As for the hokey pokey about the truth and the heart: only the truly heartless would fail to respond to Joseph Cotten's noble culpability. This gentle actor's crumbling dignity made him his era's William H. Macy. "Doin' what he's got to do, even if it's killin' him," says an observer. Cotten plays Eben Adams, a painter as unsuccessful at the brush as his Holly Martins from The Third Man was at the typewriter. Wandering into Central Park during the frozen horror of the Depression, he meets a young girl unstuck in timeJennie Appleton (the heart-achingly beautiful Jennifer Jones, who was as good at the spiritual purity of desire here as she was at earthy lust in Duel in the Sun).

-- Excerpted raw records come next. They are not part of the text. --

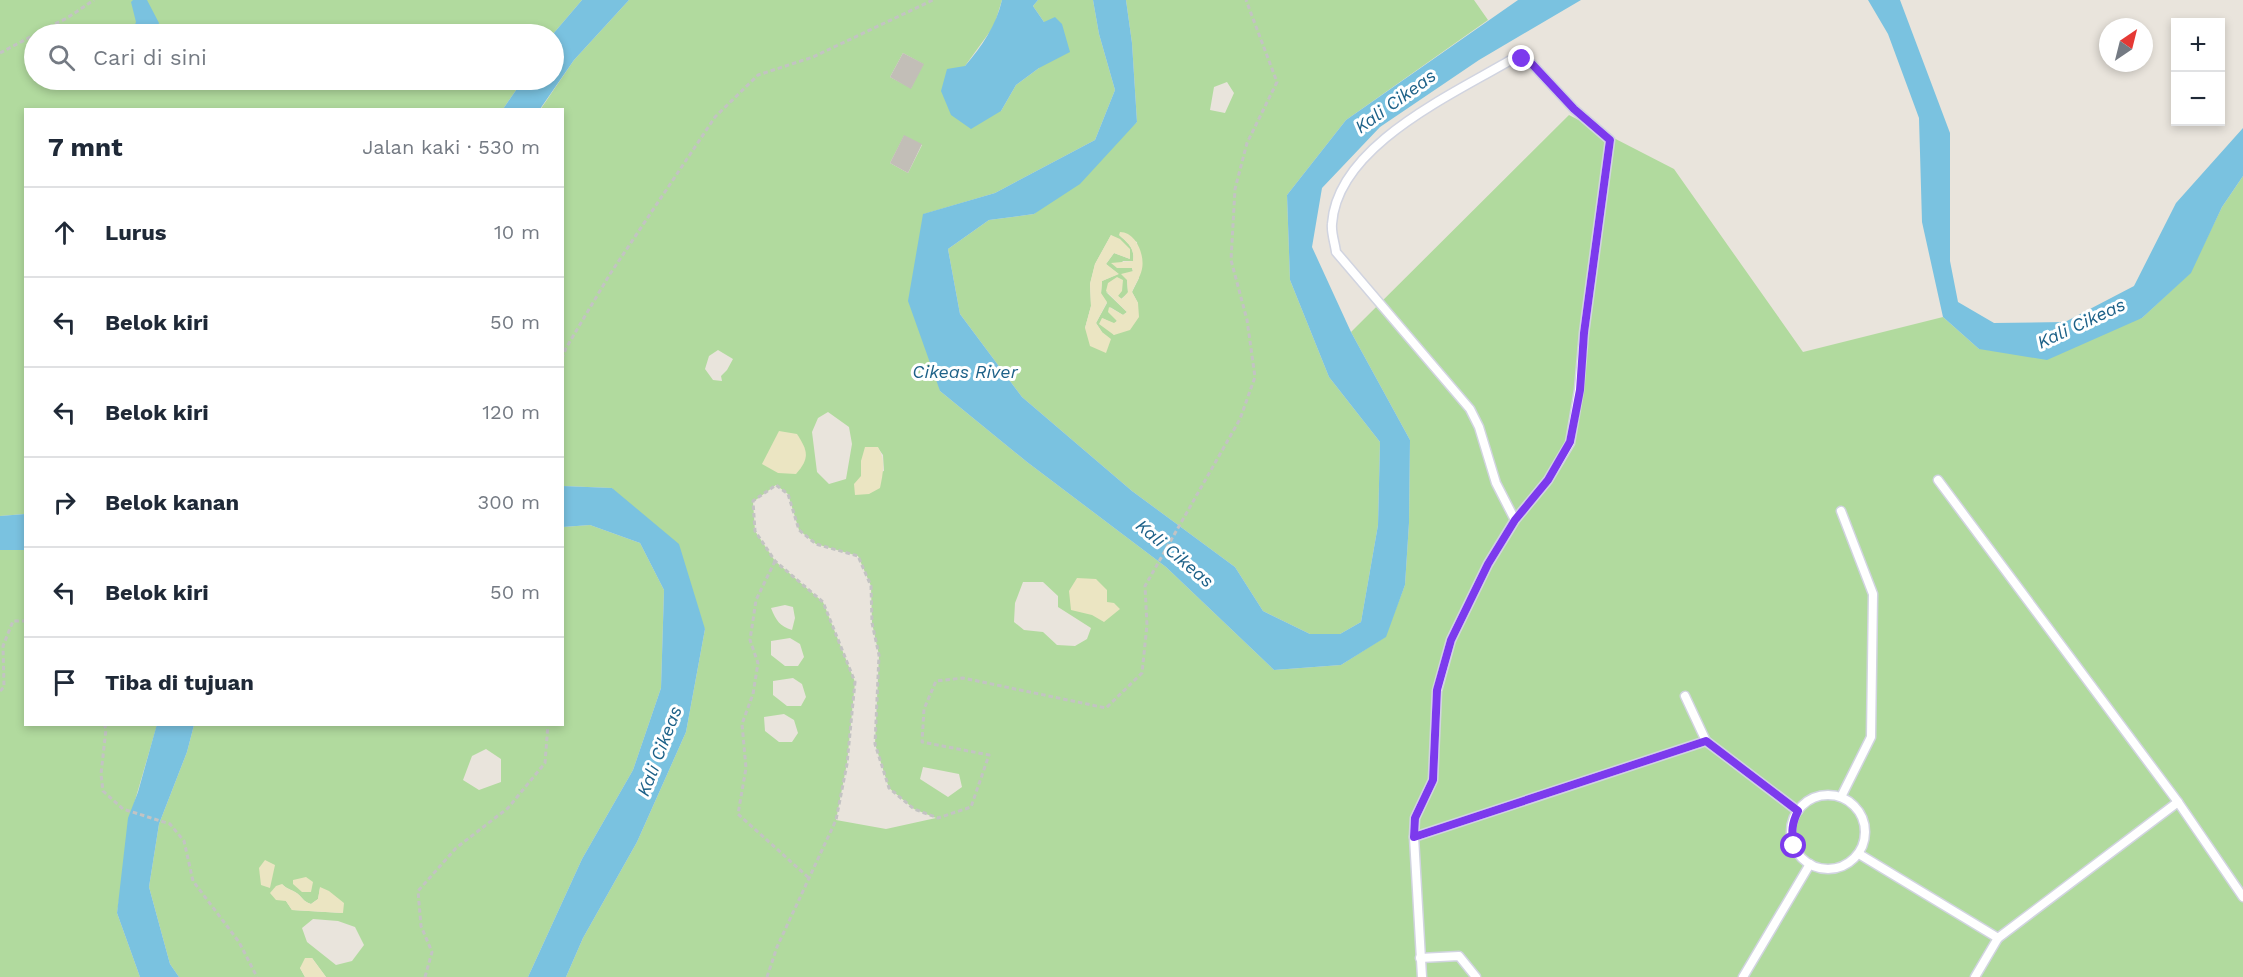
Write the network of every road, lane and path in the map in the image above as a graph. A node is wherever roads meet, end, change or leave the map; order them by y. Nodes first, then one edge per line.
1 (94, 0) edge
2 (933, 0) edge
3 (1246, 0) edge
4 (56, 24) edge
5 (24, 40) edge
6 (0, 52) edge
7 (564, 354) edge
8 (1938, 480) dead end
9 (1841, 511) dead end
10 (1515, 520) junction
11 (775, 561) junction
12 (24, 621) edge
13 (0, 691) edge
14 (1685, 696) dead end
15 (105, 726) edge
16 (548, 726) edge
17 (1706, 741) junction
18 (1841, 797) junction
19 (2178, 802) junction
20 (1798, 811) junction
21 (1414, 837) junction
22 (1859, 854) junction
23 (1810, 864) junction
24 (809, 878) junction
25 (2243, 897) edge
26 (1998, 938) junction
27 (1420, 958) junction
28 (257, 977) edge
29 (425, 977) edge
30 (767, 977) edge
31 (1422, 977) edge
32 (1476, 977) edge
33 (1743, 977) edge
34 (1976, 977) edge

1 - 4 path
2 - 7 path
3 - 11 path
5 - 6 path
8 - 19 lane
9 - 18 lane
10 - 10 lane
10 - 21 lane
11 - 24 path
11 - 24 path
12 - 13 path
14 - 17 lane
15 - 28 path
16 - 29 path
17 - 20 lane
17 - 21 lane
18 - 20 lane
18 - 22 lane
19 - 25 lane
19 - 26 lane
20 - 23 lane
21 - 27 lane
22 - 23 lane
22 - 26 lane
23 - 33 lane
24 - 30 path
26 - 34 lane
27 - 31 lane
27 - 32 lane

Jennie serves as both his love and his muse; she ages at a much faster rate than he does. And while she gives him courage, she also leaks clues about her own past and future. Tracking down Jennie, Adams visits a convent where she stayed; Lillian Gish plays the nun who vets Jennie's goodness. Still, the fate of the girl is foretold in advance, despite Adams' desperate effort to save her.
Portrait of Jennie touches a nerve in a way that won't let logic block the sting. The care that went into the movie wins over all, in the snowscapes of Manhattan, in the surprise use of tinting and Technicolor and in a climactic tempest scene that successfully brings back the mood of D.W. Griffith, exactly as Selznick intended. As in the emotionally similar Vertigo, Portait of Jennie appeals to the part of the mind that never can accept death as something that is fair or natural.